▼
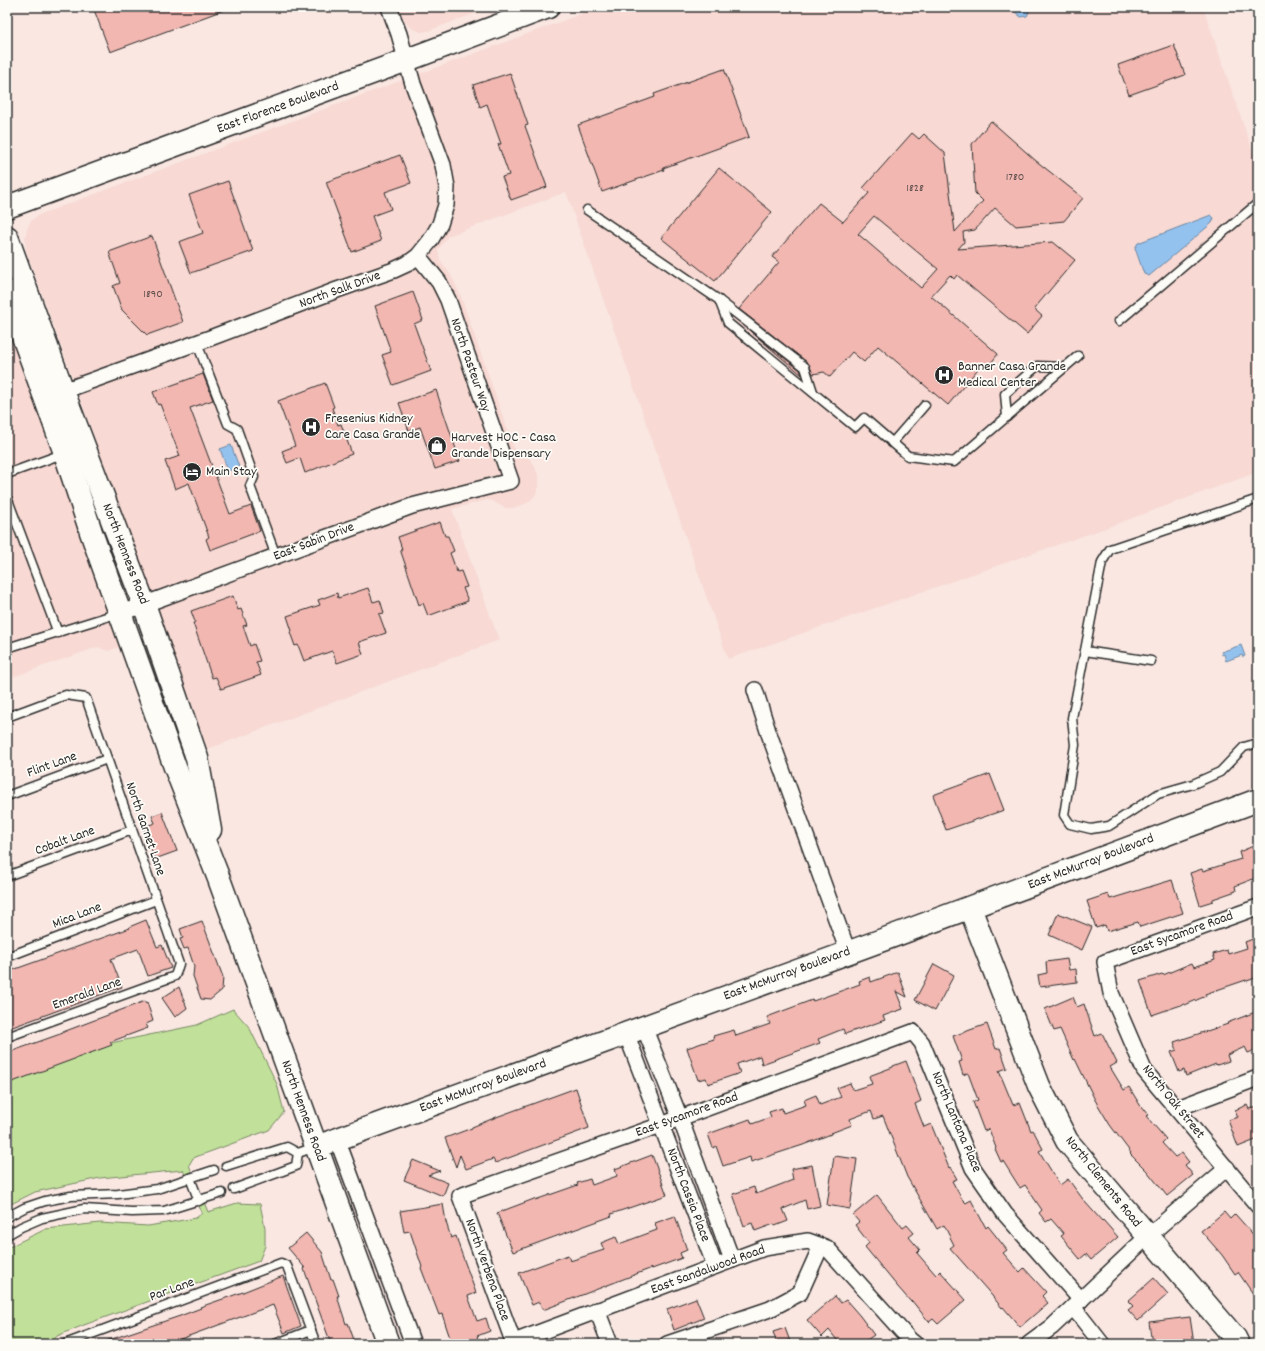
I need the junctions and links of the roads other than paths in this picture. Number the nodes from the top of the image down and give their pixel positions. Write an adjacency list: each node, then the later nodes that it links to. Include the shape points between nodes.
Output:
1 (389, 7): 3 (street, North Salk Drive)
2 (548, 7): 3 (street, East Florence Boulevard)
3 (407, 60): 5 (street, East Florence Boulevard); 8 (street, North Salk Drive, via 447,187 446,205 440,224)
4 (1258, 203): 11 (lane)
5 (7, 207)
6 (587, 210): 10 (lane)
7 (7, 237): 15 (street, North Henness Road)
8 (418, 256): 12 (street, North Salk Drive, via 394,270); 22 (street, North Pasteur Way, via 439,282 448,300)
9 (7, 292): 20 (street, North Henness Road)
10 (719, 300): 16 (lane, via 728,323); 16 (lane, via 805,367)
11 (1119, 321)
12 (196, 343): 15 (street, North Salk Drive); 25 (lane, via 228,424 237,429 254,477 250,486)
13 (1078, 356): 14 (lane)
14 (1065, 367): 18 (lane); 18 (lane, via 1037,366 1005,394)
15 (63, 391): 26 (street, North Henness Road)
16 (813, 393): 19 (lane, via 855,427 864,418)
17 (926, 405): 19 (lane)
18 (1007, 417): 19 (lane, via 954,462 908,456)
19 (892, 443)
20 (65, 452): 21 (lane); 27 (street, North Henness Road)
21 (7, 474)
22 (511, 481): 25 (street, East Sabin Drive, via 412,506)
23 (7, 499): 28 (lane)
24 (1258, 499): 30 (lane, via 1110,549 1102,562)
25 (276, 556): 26 (street, East Sabin Drive)
26 (144, 604): 27 (street, East Sabin Drive); 40 (street, North Henness Road, via 197,758)
27 (121, 613): 28 (lane); 40 (street, North Henness Road, via 175,768)
28 (58, 633): 29 (lane)
29 (7, 648)
30 (1085, 651): 31 (lane); 34 (lane, via 1072,718 1075,745 1064,815 1070,824 1091,829 1109,826 1158,794 1193,784 1220,772 1244,746)
31 (1151, 661)
32 (754, 690): 44 (street)
33 (7, 717): 35 (lane, North Garnet Lane, via 66,695 86,698)
34 (1258, 743)
35 (107, 759): 36 (lane, Flint Lane); 38 (lane, North Garnet Lane)
36 (7, 796)
37 (1258, 800): 43 (street, East McMurray Boulevard)
38 (132, 830): 39 (lane, Cobalt Lane); 41 (lane, North Garnet Lane)
39 (7, 876)
40 (219, 878): 56 (street, North Henness Road)
41 (156, 900): 45 (lane, Mica Lane); 47 (lane, North Garnet Lane, via 179,964)
42 (1258, 906): 46 (street, East Sycamore Road)
43 (970, 908): 44 (street, East McMurray Boulevard); 68 (street, North Clements Road, via 1039,1086 1067,1141)
44 (848, 952): 48 (street, East McMurray Boulevard)
45 (7, 957)
46 (1105, 962): 52 (street, North Oak Street, via 1111,993 1144,1070)
47 (175, 976): 50 (lane, Emerald Lane)
48 (635, 1030): 53 (street, North Cassia Place); 54 (street, North Cassia Place); 55 (street, East McMurray Boulevard)
49 (913, 1032): 53 (street, East Sycamore Road); 72 (street, North Lantana Place, via 922,1043 973,1168 1005,1214)
50 (7, 1037)
51 (1258, 1078): 52 (street)
52 (1178, 1108): 58 (street, North Oak Street)
53 (680, 1118): 54 (street, East Sycamore Road); 70 (street, North Cassia Place)
54 (661, 1125): 63 (street, East Sycamore Road); 71 (street, North Cassia Place)
55 (337, 1139): 56 (street, East McMurray Boulevard); 80 (street)
56 (307, 1150): 57 (lane, via 287,1147); 61 (lane, via 296,1166); 79 (street, North Henness Road)
57 (226, 1166)
58 (1227, 1168): 65 (street, North Oak Street); 68 (street)
59 (214, 1170): 60 (lane)
60 (190, 1178): 64 (lane); 66 (lane, via 157,1189 71,1196 45,1201)
61 (234, 1189)
62 (222, 1193): 64 (lane)
63 (460, 1196): 75 (street, North Verbena Place)
64 (199, 1201): 67 (lane, via 164,1211 84,1209 42,1218)
65 (1258, 1206)
66 (7, 1217)
67 (7, 1235)
68 (1148, 1236): 72 (street); 86 (street, North Clements Road, via 1236,1338)
69 (821, 1246): 70 (street, East Sandalwood Road, via 808,1241 764,1248); 82 (street, via 800,1293 770,1309); 83 (street, East Sandalwood Road, via 827,1248)
70 (732, 1260): 71 (street, East Sandalwood Road)
71 (715, 1266): 73 (street, East Sandalwood Road)
72 (1077, 1303): 84 (street, via 1052,1327); 85 (street, North Lantana Place)
73 (597, 1310): 75 (street, East Sandalwood Road); 81 (street)
74 (311, 1330): 76 (lane, Par Lane, via 287,1266 281,1263); 77 (lane); 78 (lane)
75 (514, 1343)
76 (65, 1344)
77 (275, 1344)
78 (316, 1344)
79 (388, 1344)
80 (413, 1344)
81 (610, 1344)
82 (667, 1344)
83 (915, 1344)
84 (1029, 1344)
85 (1102, 1344)
86 (1238, 1344)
▲
Output the material above exactly, without pictures.

◆ **Task answer**
I need the junctions and links of the roads other than paths in this picture. Number the nodes from the top of the image down and give their pixel positions. Write an adjacency list: each node, then the later nodes that it links to. Include the shape points between nodes.
Output:
1 (389, 7): 3 (street, North Salk Drive)
2 (548, 7): 3 (street, East Florence Boulevard)
3 (407, 60): 5 (street, East Florence Boulevard); 8 (street, North Salk Drive, via 447,187 446,205 440,224)
4 (1258, 203): 11 (lane)
5 (7, 207)
6 (587, 210): 10 (lane)
7 (7, 237): 15 (street, North Henness Road)
8 (418, 256): 12 (street, North Salk Drive, via 394,270); 22 (street, North Pasteur Way, via 439,282 448,300)
9 (7, 292): 20 (street, North Henness Road)
10 (719, 300): 16 (lane, via 728,323); 16 (lane, via 805,367)
11 (1119, 321)
12 (196, 343): 15 (street, North Salk Drive); 25 (lane, via 228,424 237,429 254,477 250,486)
13 (1078, 356): 14 (lane)
14 (1065, 367): 18 (lane); 18 (lane, via 1037,366 1005,394)
15 (63, 391): 26 (street, North Henness Road)
16 (813, 393): 19 (lane, via 855,427 864,418)
17 (926, 405): 19 (lane)
18 (1007, 417): 19 (lane, via 954,462 908,456)
19 (892, 443)
20 (65, 452): 21 (lane); 27 (street, North Henness Road)
21 (7, 474)
22 (511, 481): 25 (street, East Sabin Drive, via 412,506)
23 (7, 499): 28 (lane)
24 (1258, 499): 30 (lane, via 1110,549 1102,562)
25 (276, 556): 26 (street, East Sabin Drive)
26 (144, 604): 27 (street, East Sabin Drive); 40 (street, North Henness Road, via 197,758)
27 (121, 613): 28 (lane); 40 (street, North Henness Road, via 175,768)
28 (58, 633): 29 (lane)
29 (7, 648)
30 (1085, 651): 31 (lane); 34 (lane, via 1072,718 1075,745 1064,815 1070,824 1091,829 1109,826 1158,794 1193,784 1220,772 1244,746)
31 (1151, 661)
32 (754, 690): 44 (street)
33 (7, 717): 35 (lane, North Garnet Lane, via 66,695 86,698)
34 (1258, 743)
35 (107, 759): 36 (lane, Flint Lane); 38 (lane, North Garnet Lane)
36 (7, 796)
37 (1258, 800): 43 (street, East McMurray Boulevard)
38 (132, 830): 39 (lane, Cobalt Lane); 41 (lane, North Garnet Lane)
39 (7, 876)
40 (219, 878): 56 (street, North Henness Road)
41 (156, 900): 45 (lane, Mica Lane); 47 (lane, North Garnet Lane, via 179,964)
42 (1258, 906): 46 (street, East Sycamore Road)
43 (970, 908): 44 (street, East McMurray Boulevard); 68 (street, North Clements Road, via 1039,1086 1067,1141)
44 (848, 952): 48 (street, East McMurray Boulevard)
45 (7, 957)
46 (1105, 962): 52 (street, North Oak Street, via 1111,993 1144,1070)
47 (175, 976): 50 (lane, Emerald Lane)
48 (635, 1030): 53 (street, North Cassia Place); 54 (street, North Cassia Place); 55 (street, East McMurray Boulevard)
49 (913, 1032): 53 (street, East Sycamore Road); 72 (street, North Lantana Place, via 922,1043 973,1168 1005,1214)
50 (7, 1037)
51 (1258, 1078): 52 (street)
52 (1178, 1108): 58 (street, North Oak Street)
53 (680, 1118): 54 (street, East Sycamore Road); 70 (street, North Cassia Place)
54 (661, 1125): 63 (street, East Sycamore Road); 71 (street, North Cassia Place)
55 (337, 1139): 56 (street, East McMurray Boulevard); 80 (street)
56 (307, 1150): 57 (lane, via 287,1147); 61 (lane, via 296,1166); 79 (street, North Henness Road)
57 (226, 1166)
58 (1227, 1168): 65 (street, North Oak Street); 68 (street)
59 (214, 1170): 60 (lane)
60 (190, 1178): 64 (lane); 66 (lane, via 157,1189 71,1196 45,1201)
61 (234, 1189)
62 (222, 1193): 64 (lane)
63 (460, 1196): 75 (street, North Verbena Place)
64 (199, 1201): 67 (lane, via 164,1211 84,1209 42,1218)
65 (1258, 1206)
66 (7, 1217)
67 (7, 1235)
68 (1148, 1236): 72 (street); 86 (street, North Clements Road, via 1236,1338)
69 (821, 1246): 70 (street, East Sandalwood Road, via 808,1241 764,1248); 82 (street, via 800,1293 770,1309); 83 (street, East Sandalwood Road, via 827,1248)
70 (732, 1260): 71 (street, East Sandalwood Road)
71 (715, 1266): 73 (street, East Sandalwood Road)
72 (1077, 1303): 84 (street, via 1052,1327); 85 (street, North Lantana Place)
73 (597, 1310): 75 (street, East Sandalwood Road); 81 (street)
74 (311, 1330): 76 (lane, Par Lane, via 287,1266 281,1263); 77 (lane); 78 (lane)
75 (514, 1343)
76 (65, 1344)
77 (275, 1344)
78 (316, 1344)
79 (388, 1344)
80 (413, 1344)
81 (610, 1344)
82 (667, 1344)
83 (915, 1344)
84 (1029, 1344)
85 (1102, 1344)
86 (1238, 1344)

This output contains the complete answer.